As a fiction writer and an ex-perfectionist, I have a really intimate understanding of your friend's situation. I just dug myself out of it and trust me, it's a terrible combination which will lead to mediocrity. In fact, a fear of failure is quite inter-disciplinary, but I find it is especially disastrous in the arts.

Writing is hard. It is an emotional, arduous process filled with hopes and dreams. Typically, a writer will pour their entire self-worth into their work, and if it fails to achieve the status or effect that was intended, then the "logical" explanation is that they are failures. Writers are paradoxically the proudest and most self-conscious people. However, this mindset is destructive and counter-creative.

Writers must be able to objectively separate their worth from their reader's perception of their work. Your friend seems to be seriously struggling with this problem. Abandoning an entire project because of a few problems! How many opportunities has he missed because of that fatalistic perspective? Writing is not a discrete event. It's a continuous iterative process. It relies on months of re-writing drafts, tweaking characters, revising until your eyes bleed. Nobody ever writes a perfect novel in one draft. Not Rowling, not Tolkien, not Martin. Nor Fitzgerald, nor Orwell, nor Faulkner. The greatest writers sometimes re-write their stories 30+ times. That is how the industry works, like it or not.

If your friend can't understand that reality, then there is nothing more you can do on your end, except continue to offer constructive criticism and reinforcing the positives of his work. As long as you give criticism with the intent of helping him improve his work, then you are being a perfect reader--please don't be gentle. It's horrible advice. A real publisher and editor will not be gentle. They will be blunt and heartless. You will get your printed manuscript back with entire pages circled, labelled "Yawn... useless, remove it". It took me a while to finally figure out that I am not perfect, that I make mistakes, but I can also fix them to produce a piece which is even better. A writer must be prepared for difficulty and sharp criticism. Then after digesting it, they have to buckle down and revise. This is the blight of the writer.

Now, what to do. First, if he does not already have a workshop, I would advise him to look for writers' workshops near him. These are a necessary tool and incredibly helpful for helping a writer understand the process of writing and receiving feedback. Then, I would start with the positives. Try to touch upon big literary terms such as: plot pacing, character development, tone, diction and style (does he write flowery, intricate sentences, or terse, matter-of-a-fact sentences? Compliment his style, writers like to hear that), etc. Whenever you give feedback (to anyone in any situation), the positives always offset any potential negativity from your feedback. Let's say the novel had strong pacing, solid characters, with a rough and tumble tone to it. I would start like this (I am bolding words and phrases which are both common in writing feedback, and good ways to sound objective but still descriptive):

This was an exciting read, you yet again prove you have a strong grasp on narrative and realistic world-building. Larry, the protagonist, was really well developed. His arch was also satisfying, I could identify with him well. The dialogue also felt natural, especially Larry's femme fatale, who you did a good job making into a mysterious erotic character. In fact, reading about all the characters was a pleasure.

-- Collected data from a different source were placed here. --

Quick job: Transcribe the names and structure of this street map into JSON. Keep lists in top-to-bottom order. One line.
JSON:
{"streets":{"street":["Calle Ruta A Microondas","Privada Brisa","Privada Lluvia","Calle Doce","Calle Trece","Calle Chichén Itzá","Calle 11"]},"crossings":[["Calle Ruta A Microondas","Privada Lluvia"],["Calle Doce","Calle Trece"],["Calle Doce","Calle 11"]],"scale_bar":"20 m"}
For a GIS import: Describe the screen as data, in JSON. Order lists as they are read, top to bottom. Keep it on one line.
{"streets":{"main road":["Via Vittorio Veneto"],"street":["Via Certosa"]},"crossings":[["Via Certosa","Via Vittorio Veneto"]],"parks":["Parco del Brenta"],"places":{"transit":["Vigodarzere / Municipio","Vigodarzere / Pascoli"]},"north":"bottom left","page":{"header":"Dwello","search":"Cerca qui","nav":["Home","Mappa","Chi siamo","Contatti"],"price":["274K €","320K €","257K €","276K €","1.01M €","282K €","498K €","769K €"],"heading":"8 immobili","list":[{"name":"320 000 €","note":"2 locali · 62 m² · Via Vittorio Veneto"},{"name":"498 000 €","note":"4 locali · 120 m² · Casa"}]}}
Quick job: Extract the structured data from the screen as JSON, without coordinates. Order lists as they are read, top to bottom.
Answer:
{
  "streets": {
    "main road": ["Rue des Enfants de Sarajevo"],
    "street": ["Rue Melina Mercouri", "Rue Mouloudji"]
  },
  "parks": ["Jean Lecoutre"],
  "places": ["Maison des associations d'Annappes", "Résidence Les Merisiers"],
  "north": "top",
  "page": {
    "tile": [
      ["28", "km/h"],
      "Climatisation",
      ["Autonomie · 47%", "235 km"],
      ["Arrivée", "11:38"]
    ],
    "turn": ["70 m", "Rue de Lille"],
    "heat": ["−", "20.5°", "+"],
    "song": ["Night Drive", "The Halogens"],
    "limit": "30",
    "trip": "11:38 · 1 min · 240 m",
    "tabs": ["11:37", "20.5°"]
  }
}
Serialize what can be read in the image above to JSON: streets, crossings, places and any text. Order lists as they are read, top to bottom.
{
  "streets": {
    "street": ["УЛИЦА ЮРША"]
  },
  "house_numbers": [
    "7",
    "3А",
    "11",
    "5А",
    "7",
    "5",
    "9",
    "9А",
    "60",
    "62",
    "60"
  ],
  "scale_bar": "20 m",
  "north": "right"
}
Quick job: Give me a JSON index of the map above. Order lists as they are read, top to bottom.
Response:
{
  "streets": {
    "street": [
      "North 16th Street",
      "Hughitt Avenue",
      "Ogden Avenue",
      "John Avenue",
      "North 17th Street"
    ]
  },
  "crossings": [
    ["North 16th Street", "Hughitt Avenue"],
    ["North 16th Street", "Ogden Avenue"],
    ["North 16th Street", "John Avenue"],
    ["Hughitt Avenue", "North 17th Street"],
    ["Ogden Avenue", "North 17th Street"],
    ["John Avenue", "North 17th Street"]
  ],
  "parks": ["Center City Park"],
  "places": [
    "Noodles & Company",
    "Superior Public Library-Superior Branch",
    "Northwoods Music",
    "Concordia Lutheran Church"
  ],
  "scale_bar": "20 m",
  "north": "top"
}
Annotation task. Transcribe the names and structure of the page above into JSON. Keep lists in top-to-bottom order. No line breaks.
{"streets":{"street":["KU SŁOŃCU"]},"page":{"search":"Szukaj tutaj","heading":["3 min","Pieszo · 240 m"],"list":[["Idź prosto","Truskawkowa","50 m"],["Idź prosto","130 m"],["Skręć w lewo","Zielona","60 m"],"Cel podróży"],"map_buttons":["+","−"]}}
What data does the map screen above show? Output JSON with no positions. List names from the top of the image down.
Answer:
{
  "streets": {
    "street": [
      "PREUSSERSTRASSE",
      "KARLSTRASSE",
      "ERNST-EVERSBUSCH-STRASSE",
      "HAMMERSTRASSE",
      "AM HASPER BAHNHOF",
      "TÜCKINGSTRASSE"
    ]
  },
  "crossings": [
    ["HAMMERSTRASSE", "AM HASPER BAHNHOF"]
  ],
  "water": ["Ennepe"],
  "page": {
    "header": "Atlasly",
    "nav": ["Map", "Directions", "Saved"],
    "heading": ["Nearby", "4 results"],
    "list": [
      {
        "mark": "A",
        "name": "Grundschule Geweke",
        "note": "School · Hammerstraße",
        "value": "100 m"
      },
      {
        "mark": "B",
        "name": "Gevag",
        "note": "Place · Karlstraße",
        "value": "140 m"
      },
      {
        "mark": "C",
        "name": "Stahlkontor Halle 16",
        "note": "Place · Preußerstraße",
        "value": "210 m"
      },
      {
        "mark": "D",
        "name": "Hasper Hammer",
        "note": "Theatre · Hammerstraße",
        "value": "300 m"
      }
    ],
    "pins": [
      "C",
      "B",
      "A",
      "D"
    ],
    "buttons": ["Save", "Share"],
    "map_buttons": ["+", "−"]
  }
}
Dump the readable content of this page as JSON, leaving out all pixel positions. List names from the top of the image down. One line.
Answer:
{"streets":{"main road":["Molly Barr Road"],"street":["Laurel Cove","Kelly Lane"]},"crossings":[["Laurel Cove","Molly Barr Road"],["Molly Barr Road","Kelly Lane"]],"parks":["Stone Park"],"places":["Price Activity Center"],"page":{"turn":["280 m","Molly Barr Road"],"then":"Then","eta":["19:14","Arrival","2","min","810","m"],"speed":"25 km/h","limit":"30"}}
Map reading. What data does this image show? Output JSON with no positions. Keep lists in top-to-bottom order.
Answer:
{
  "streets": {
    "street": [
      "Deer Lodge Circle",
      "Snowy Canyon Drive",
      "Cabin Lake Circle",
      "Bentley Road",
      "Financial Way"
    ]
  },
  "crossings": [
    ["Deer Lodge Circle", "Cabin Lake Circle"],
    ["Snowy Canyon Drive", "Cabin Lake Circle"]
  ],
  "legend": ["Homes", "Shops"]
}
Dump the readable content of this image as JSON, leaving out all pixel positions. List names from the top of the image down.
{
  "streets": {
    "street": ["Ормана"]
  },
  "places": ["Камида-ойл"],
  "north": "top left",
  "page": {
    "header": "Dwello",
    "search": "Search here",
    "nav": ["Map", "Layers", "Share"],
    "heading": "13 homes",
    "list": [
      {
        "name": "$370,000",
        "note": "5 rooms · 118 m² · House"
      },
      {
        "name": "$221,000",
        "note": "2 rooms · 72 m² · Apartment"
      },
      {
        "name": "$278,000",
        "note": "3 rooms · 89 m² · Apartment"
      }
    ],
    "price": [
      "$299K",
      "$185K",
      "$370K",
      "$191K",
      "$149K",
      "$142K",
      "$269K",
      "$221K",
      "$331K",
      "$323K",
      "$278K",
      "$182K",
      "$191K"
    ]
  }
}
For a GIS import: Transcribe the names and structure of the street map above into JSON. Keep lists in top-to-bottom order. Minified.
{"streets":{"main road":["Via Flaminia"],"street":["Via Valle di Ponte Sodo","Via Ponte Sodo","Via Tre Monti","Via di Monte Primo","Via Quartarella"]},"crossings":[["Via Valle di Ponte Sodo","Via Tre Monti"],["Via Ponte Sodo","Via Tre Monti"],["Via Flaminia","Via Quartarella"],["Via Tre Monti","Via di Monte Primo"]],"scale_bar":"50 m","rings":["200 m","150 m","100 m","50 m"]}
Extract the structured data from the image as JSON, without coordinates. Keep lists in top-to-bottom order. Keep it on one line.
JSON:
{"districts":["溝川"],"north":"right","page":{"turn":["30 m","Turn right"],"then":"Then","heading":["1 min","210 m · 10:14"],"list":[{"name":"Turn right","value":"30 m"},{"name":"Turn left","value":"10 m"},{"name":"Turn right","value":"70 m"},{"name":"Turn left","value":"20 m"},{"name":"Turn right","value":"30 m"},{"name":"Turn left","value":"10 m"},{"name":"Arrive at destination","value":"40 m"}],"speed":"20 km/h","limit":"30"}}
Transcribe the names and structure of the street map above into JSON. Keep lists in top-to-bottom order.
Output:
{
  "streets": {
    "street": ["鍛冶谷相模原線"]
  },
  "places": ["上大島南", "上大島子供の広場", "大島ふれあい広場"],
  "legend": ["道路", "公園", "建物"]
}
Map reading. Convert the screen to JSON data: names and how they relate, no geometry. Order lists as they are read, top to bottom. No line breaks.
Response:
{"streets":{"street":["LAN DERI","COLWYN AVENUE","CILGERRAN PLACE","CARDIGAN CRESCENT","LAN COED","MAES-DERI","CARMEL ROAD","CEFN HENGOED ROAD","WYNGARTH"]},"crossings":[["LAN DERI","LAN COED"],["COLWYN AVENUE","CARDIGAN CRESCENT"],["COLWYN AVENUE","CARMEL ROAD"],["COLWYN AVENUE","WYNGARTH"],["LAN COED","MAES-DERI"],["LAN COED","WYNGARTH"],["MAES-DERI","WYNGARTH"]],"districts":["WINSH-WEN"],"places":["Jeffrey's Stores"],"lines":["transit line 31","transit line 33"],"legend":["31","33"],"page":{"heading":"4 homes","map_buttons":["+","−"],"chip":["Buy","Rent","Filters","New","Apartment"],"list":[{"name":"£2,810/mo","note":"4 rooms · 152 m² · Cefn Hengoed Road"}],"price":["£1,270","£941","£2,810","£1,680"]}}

Find the good things first, so you can validate his skill. Then, ease into your hesitations. Luckily there is only one major issue, the ending. One tip when giving feedback on stories is to rarely prescribe things and do not say an entire idea or character is "stupid, useless, unoriginal", leave those nouns to the busy, impersonal publishers. Be specific! Do not say:

The ending scene when Larry and the evil mastermind Harry fought in the train station and Larry accidentally shot his love was lame and such a cop-out. Really what you should've done is have...

Two no-no's! No lame descriptions, and no prescriptions! Instead, focus on the real story in the novel, and describe why something was not the best it could be. Always talk in potentials. After touching upon the positives:

Okay, I did have one slight reservation, and with your creative brain, easily fixable. But, this is your story, so take everything I say with a grain of salt: Remember friend, this is your world, and your creativity, I only want to help you achieve the best version of your novel. That being said, I think your ending has room for improvement because I thought it was a tad too predictable. I like how everything culminated to that point, but maybe you should reconsider how everything goes down. For instance, it felt rushed...For instance, it wasn't as exhilarating as the rest of those exciting scenes you wrote...etc.

Those 'For instances' are where you describe what you didn't like, such as the pacing, the resolution, the character interactions, the contrived nature of the scene, etc. Then, a transition to the final remarks. Here you want to re-affirm how everything else was great, and how the ending is just a tiny fraction of the greater work.

Everything else was great, just revisit the ending, and I would LOVE to work with you bouncing off ideas and whatnot because frankly, I'm attached to the characters. Also, don't forget that endings are always super hard! So don't worry!

So, now you listen to his response, he may ask many more questions--at least he should. This could go two ways. If he decides to throw his hands up and scrap the whole thing, I would suggest explaining how destructive that mindset is to his writing career. Direct him to research "revision in writing" (Robert Boswell's After the Workshop: Transitional Drafts is a great start, cannot recommend enough). Always be a token of positivity and constructive feedback, but ultimately overcoming the fear of failure is a personal problem he must deal with. If a writer can't deal with failure, then they are simply not cut out for writing. Good luck!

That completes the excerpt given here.